By using the Lorentz Reciprocal Theorem, one finds the velocity vector of the particle $\mathbf{U}=-\tfrac{1}{2} \int \mathbf{u}(R,\theta)\sin\theta\mathrm{d}\theta=\tfrac 2 3 B_1 \mathbf{e}_z$ . The flow in a fixed lab frame is given by $\mathbf{u}^L=\mathbf{u}+\mathbf{U}$ :

$u_r^L(r,\theta)=\frac{R^3}{r^3}UP_1(\cos\theta)+\sum_{n=2}^{\infty}\left(\frac{R^{n+2}}{r^{n+2}}-\frac{R^n}{r^n}\right)B_nP_n(\cos\theta)\;,$
$u_{\theta}^L(r,\theta)=\frac{R^3}{2r^3}UV_1(\cos\theta)+\sum_{n=2}^{\infty}\frac 1 2\left(n\frac{R^{n+2}}{r^{n+2}}+(2-n)\frac{R^n}{r^n}\right)B_nV_n(\cos\theta)\;.$

with swimming speed $U=|\mathbf{U}|$ . Note, that $\lim_{r\rightarrow\infty}\mathbf{u}^L=0$ and $u^L_r(R,\theta)\neq 0$ .
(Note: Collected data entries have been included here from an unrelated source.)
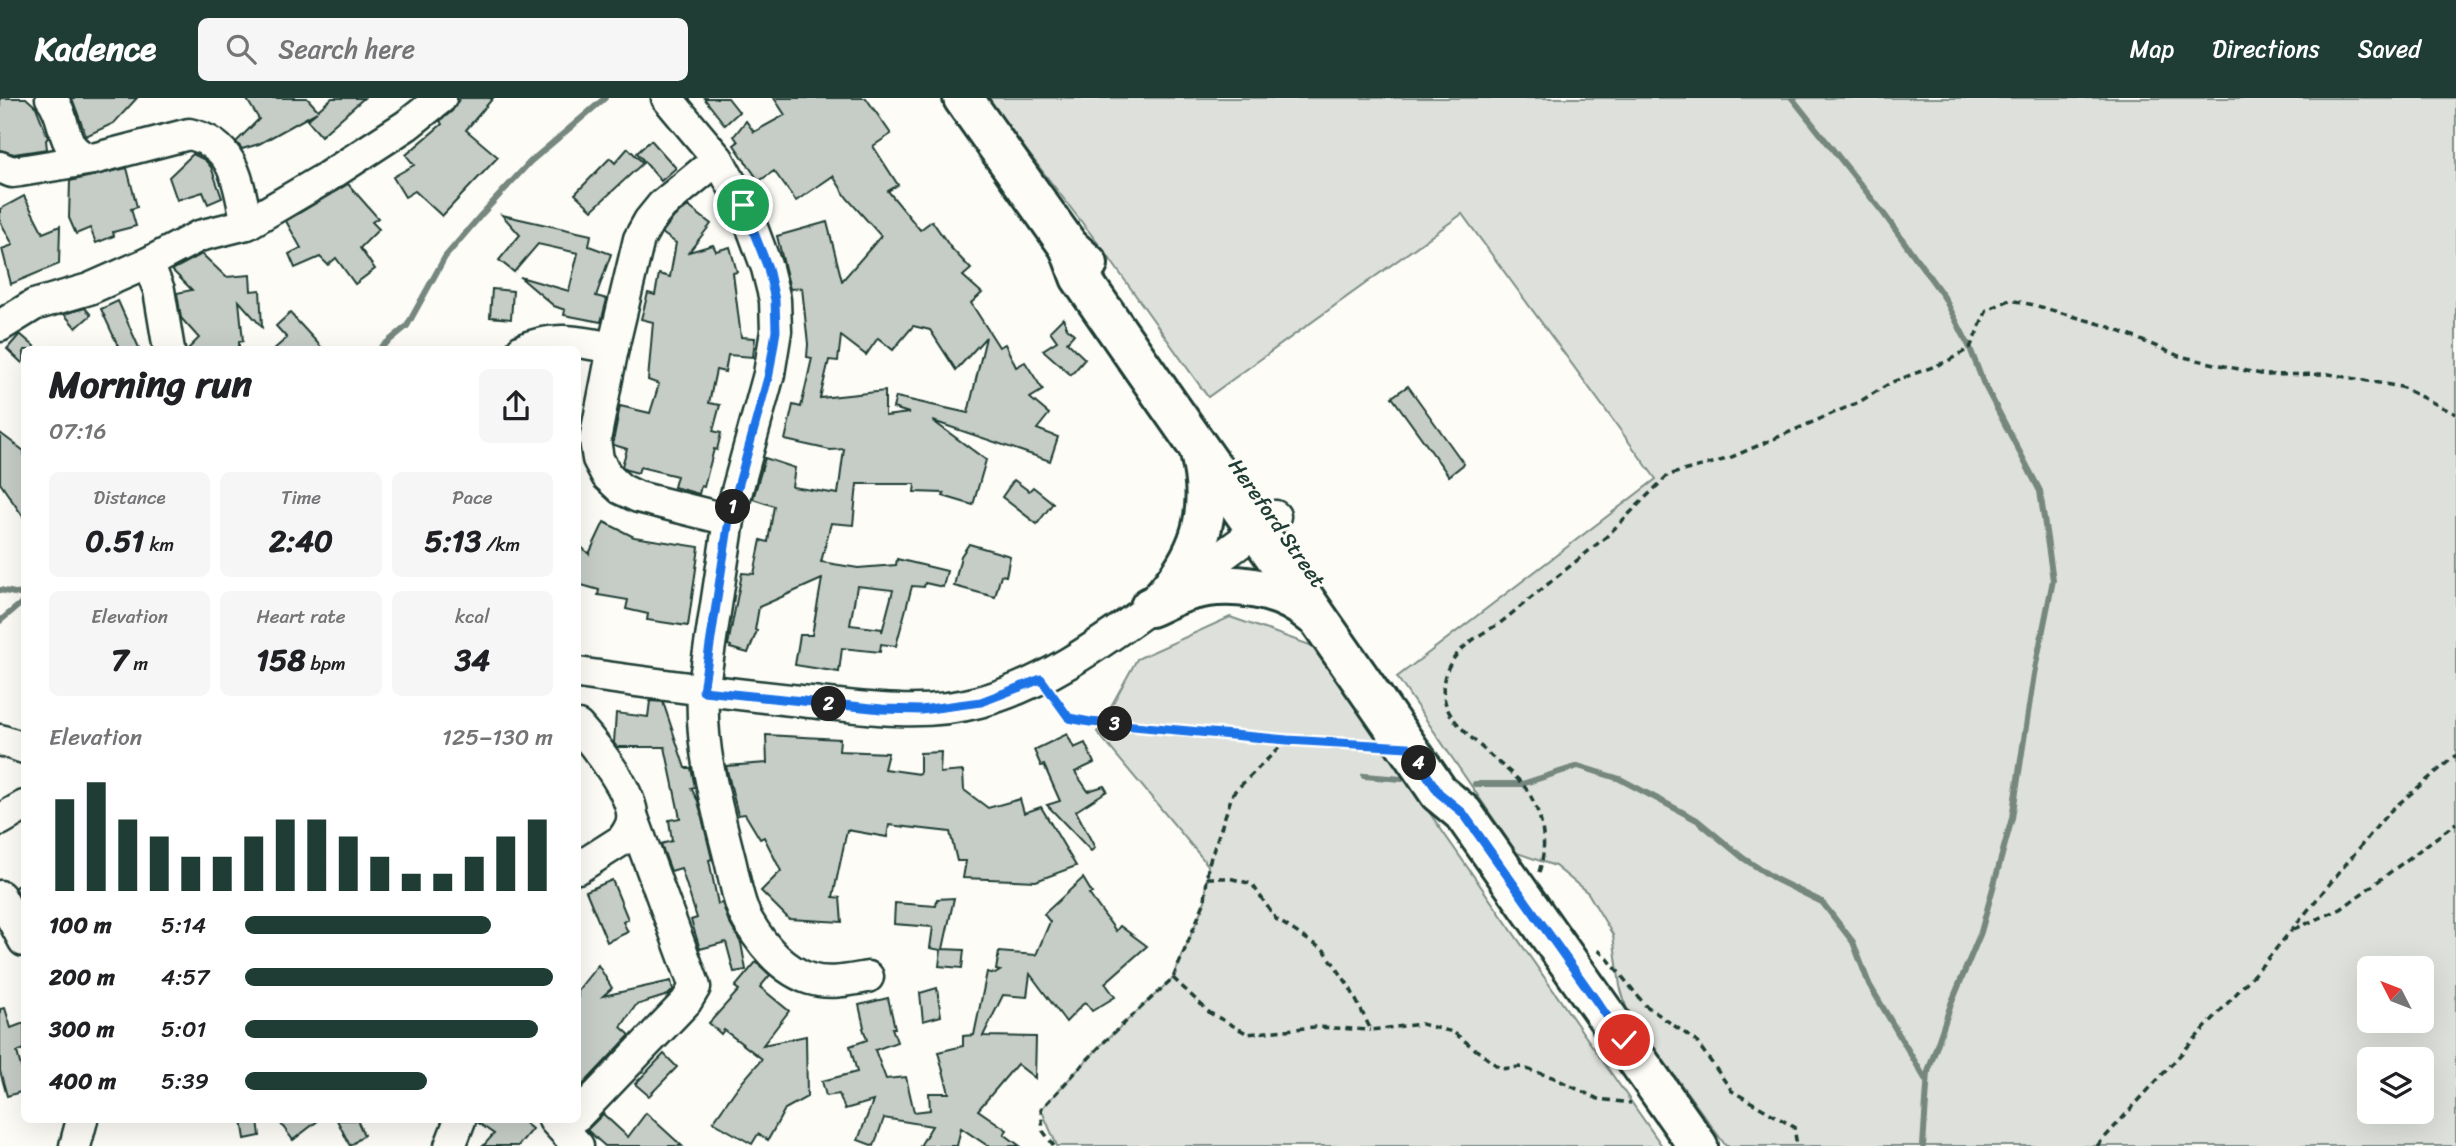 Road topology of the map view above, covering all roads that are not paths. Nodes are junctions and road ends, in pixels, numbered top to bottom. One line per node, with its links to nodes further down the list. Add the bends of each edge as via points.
1 (51, 98): 5 (street, via 68,143 82,157)
2 (441, 98): 8 (street, via 327,177)
3 (667, 98): 6 (street)
4 (963, 98): 9 (main road, Hereford Street)
5 (93, 159): 7 (street, via 12,172); 8 (street, via 189,134 202,137 234,167)
6 (719, 159): 14 (street, via 649,221 639,239); 16 (street, via 768,268 776,321 769,374)
7 (0, 167)
8 (247, 224): 10 (street, via 199,236)
9 (1069, 247): 15 (main road, Hereford Street, via 1080,277); 17 (main road, Hereford Street, via 1092,268)
10 (148, 263): 11 (street, via 89,289 34,305); 12 (street, via 159,290)
11 (0, 326)
12 (168, 346)
13 (530, 346): 14 (street, via 564,340)
14 (613, 348): 16 (street, via 595,440 607,476 638,497)
15 (1198, 444): 17 (main road, Hereford Street); 18 (main road, via 1206,489 1201,536 1178,580)
16 (729, 520): 21 (street)
17 (1265, 523): 18 (street); 19 (main road, Hereford Street); 26 (main road, Hereford Street, via 1453,782)
18 (1154, 604): 19 (main road, via 1213,586 1241,587 1286,597); 21 (street, via 1041,679 981,702 921,710 882,709)
19 (1323, 623): 26 (main road, Hereford Street, via 1439,793)
20 (581, 673): 21 (street)
21 (703, 691): 32 (street, via 709,777 747,920 767,950 810,979 833,982)
22 (581, 730): 27 (street, via 621,785)
23 (0, 740): 24 (street)
24 (21, 747)
25 (21, 808): 28 (street)
26 (1463, 813): 38 (main road, Hereford Street)
27 (633, 818): 29 (street, via 622,840); 33 (street, via 695,987)
28 (0, 820)
29 (581, 866)
30 (0, 896): 31 (street)
31 (21, 935)
32 (868, 977)
33 (581, 1113)
34 (81, 1123): 36 (street)
35 (459, 1123): 37 (street)
36 (75, 1146)
37 (450, 1146)
38 (1698, 1146)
Structure of the flow and squirmer parameter

The series above are often truncated at $n=2$ in the study of far field flow, $r\gg R$ . Within that approximation, $u_{\theta}(R,\theta)=B_1\sin\theta+\tfrac 1 2 B_2 \sin 2 \theta$ , with squirmer parameter $\beta=B_2/|B_1|$ . The first mode $n=1$ characterizes a hydrodynamic stokeslet with decay $\propto 1/r^3$ (and with that the swimming speed $U$ ). The second mode $n=2$ corresponds to a hydrodynamic stresslet or force dipole with decay $\propto 1/r^2$ .^[4] Thus, $\beta$ gives the ratio of both contributions and the direction of the force dipole. $\beta$ is used to categorize microswimmers into pushers, pullers and neutral swimmers.^[5]
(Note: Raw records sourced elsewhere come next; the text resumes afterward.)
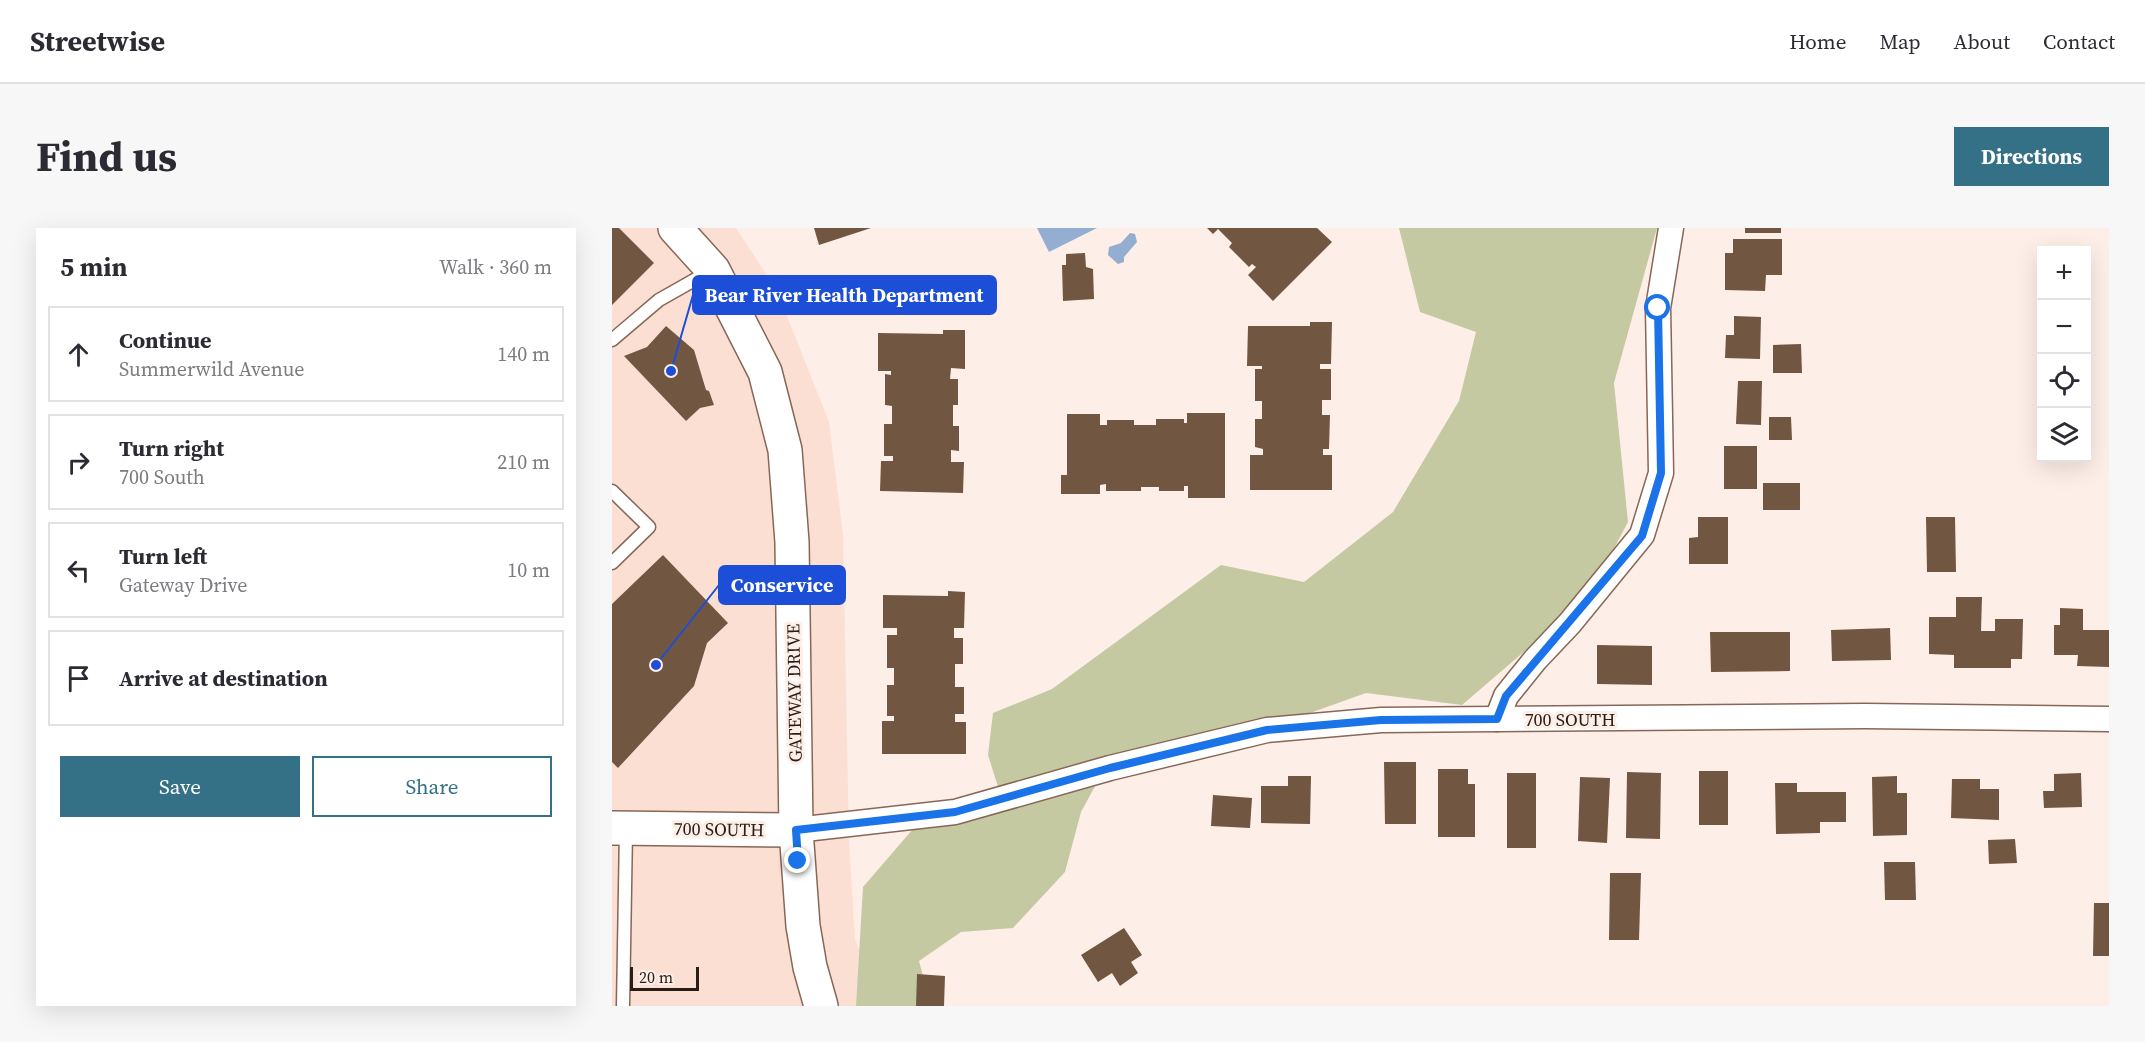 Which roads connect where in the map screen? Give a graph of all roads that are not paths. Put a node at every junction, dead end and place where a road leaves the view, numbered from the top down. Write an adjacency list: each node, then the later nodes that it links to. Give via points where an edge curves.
1 (675, 228): 3 (main road, GATEWAY DRIVE)
2 (1671, 228): 7 (street, via 1658,308 1661,473 1642,536 1506,696)
3 (713, 270): 4 (lane, via 659,300); 10 (main road, GATEWAY DRIVE, via 765,372 785,450 792,542)
4 (612, 340)
5 (612, 491): 6 (lane, via 649,527)
6 (612, 563)
7 (1497, 719): 8 (street, 700 SOUTH); 10 (street, 700 SOUTH, via 1381,720 1267,730 1110,768 955,812)
8 (2109, 719)
9 (619, 828): 10 (main road, 700 SOUTH); 11 (lane)
10 (796, 830): 12 (main road, GATEWAY DRIVE, via 803,926)
11 (623, 1006)
12 (821, 1006)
Swimmer Type	pusher	neutral swimmer	puller	shaker	passive particle
Squirmer Parameter	$\beta<0$	$\beta=0$	$\beta>0$	$\beta=\pm\infty$
Decay of Velocity Far Field	$\mathbf{u}\propto 1/r^2$	$\mathbf{u}\propto 1/r^3$	$\mathbf{u}\propto 1/r^2$	$\mathbf{u}\propto 1/r^2$	$\mathbf{u}\propto 1/r$
Biological Example	E.Coli	Paramecium	Chlamydomonas reinhardtii

As can be seen in the figures above, the (lab frame) velocity field of the passive particle corresponds to a monopole. Furthermore, the $B_1$ mode corresponds to a dipole (see case $\beta=0$ ) and the $B_2$ mode corresponds to a quadrupole (see cases $\beta\neq0$ ).

References

↑ 1.0 1.1 Lighthill, M. J. (1952). "On the squirming motion of nearly spherical deformable bodies through liquids at very small reynolds numbers". Communications on Pure and Applied Mathematics 5 (2): 109–118. doi:10.1002/cpa.3160050201. ISSN 0010-3640.
↑ 2.0 2.1 Blake, J. R. (1971). "A spherical envelope approach to ciliary propulsion". Journal of Fluid Mechanics 46 (01): 199. doi:10.1017/S002211207100048X. ISSN 0022-1120.
↑ Bickel, Thomas; Majee, Arghya; Würger, Alois (2013). "Flow pattern in the vicinity of self-propelling hot Janus particles". Physical Review E 88 (1). doi:10.1103/PhysRevE.88.012301. ISSN 1539-3755.
↑ Happel, John; Brenner, Howard (1981). "Low Reynolds number hydrodynamics". doi:10.1007/978-94-009-8352-6. ISSN 0921-3805.
↑ Downton, Matthew T; Stark, Holger (2009). "Simulation of a model microswimmer". Journal of Physics: Condensed Matter 21 (20): 204101. doi:10.1088/0953-8984/21/20/204101. ISSN 0953-8984.